She greeted all three, then went and stood in front of the door that led out of the mall’s walkway. ‘The crime scene starts here. You’ll have to put on protection.’

26

Nadia Kleinbooi walked out of class.

In the corridor a guy behind her said, ‘Do those jeans come with the cute bum, or is that an optional extra?’

She looked and laughed at him, a passing flirtation. She enjoyed the attention. She wasn’t as skinny as her brother. ‘You got the calves that they forgot to give me,’Tyrone always said.

Then she would reply, ‘And you got the looks.’

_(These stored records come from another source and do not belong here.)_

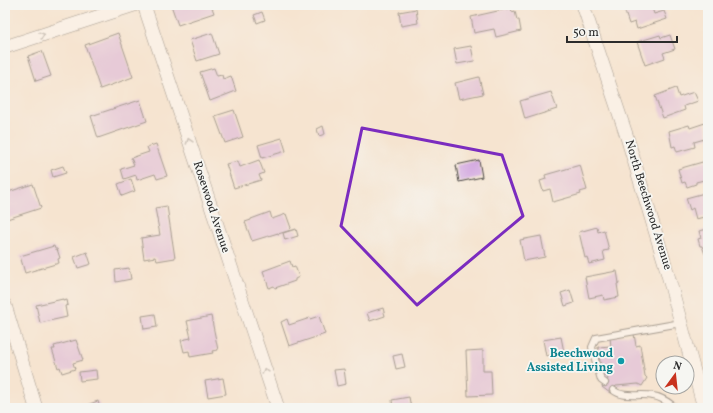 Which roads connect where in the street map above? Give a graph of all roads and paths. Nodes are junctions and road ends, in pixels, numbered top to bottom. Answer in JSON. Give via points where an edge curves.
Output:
{"nodes":[{"id":1,"x":134,"y":5,"type":"edge"},
{"id":2,"x":144,"y":5,"type":"edge"},
{"id":3,"x":583,"y":5,"type":"edge"},
{"id":4,"x":5,"y":47,"type":"edge"},
{"id":5,"x":5,"y":305,"type":"edge"},
{"id":6,"x":681,"y":323,"type":"junction"},
{"id":7,"x":605,"y":383,"type":"dead end"},
{"id":8,"x":613,"y":390,"type":"dead end"},
{"id":9,"x":36,"y":408,"type":"edge"},
{"id":10,"x":278,"y":408,"type":"edge"},
{"id":11,"x":676,"y":408,"type":"edge"},
{"id":12,"x":704,"y":408,"type":"edge"}],
"edges":[{"from":4,"to":1,"type":"street","one_way":true},
{"from":10,"to":2,"type":"street","name":"Rosewood Avenue","one_way":true},
{"from":3,"to":6,"type":"street","name":"North Beechwood Avenue","via":[[626,134],[666,264]]},
{"from":5,"to":9,"type":"street"},
{"from":6,"to":7,"type":"lane","via":[[596,338],[592,347],[601,380]]},
{"from":6,"to":12,"type":"street","name":"North Beechwood Avenue"},
{"from":8,"to":11,"type":"lane","via":[[630,395],[654,396]]}]}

‘There’s nothing wrong with your looks.
Jy’s
beautiful.’ But she knew he was the good-looking one. All her girlfriends used to hang around Uncle Solly’s house in the hope that Tyrone would be there. But Tyrone wasn’t there much. Though he was always there when she needed him.

Only once she was outside, in the weak winter sun, did she take out her cellphone.

Two SMSs beeped immediately.

You have two missed calls.

You have two voicemail messages.

At that very moment it rang, and she saw it was Tyrone’s phone. She answered.

‘Hi,’ said the guy with the sexy French voice. ‘I’m in Ryneveld Street.’

But he pronounced it ‘Rinerval’, which made her smile. ‘There’s a building here, I think it says Geology.’

‘I know where that is. I’ll be there in two minutes.’


Très bien
,’ he said.‘I am at the entrance to the parking. With a silver Nissan X-Trail.’

‘OK,’ she said, and rang off.

She wondered what the Frenchman looked like. It was such a sexy, sexy accent, and his voice was nice – there was a hint of laughter in it, as though he found the whole situation very amusing.

Griessel held the cartridge in his glove-protected fingers.

‘It’s the same snake. And the same initials.’

‘OK,’ said Mbali, and gave them a short, bullet-point summary of what had happened, according to the security men.

‘The Cobra is a pickpocket now?’ Cupido asked, shaking his head scornfully.

Mbali ignored him.

‘That’s not the Cobra.’ Cupido pointed at the screen, and then at the photo on the noticeboard. ‘This guy is too dark. And that’s not racist, Mbali. That’s just a fact.’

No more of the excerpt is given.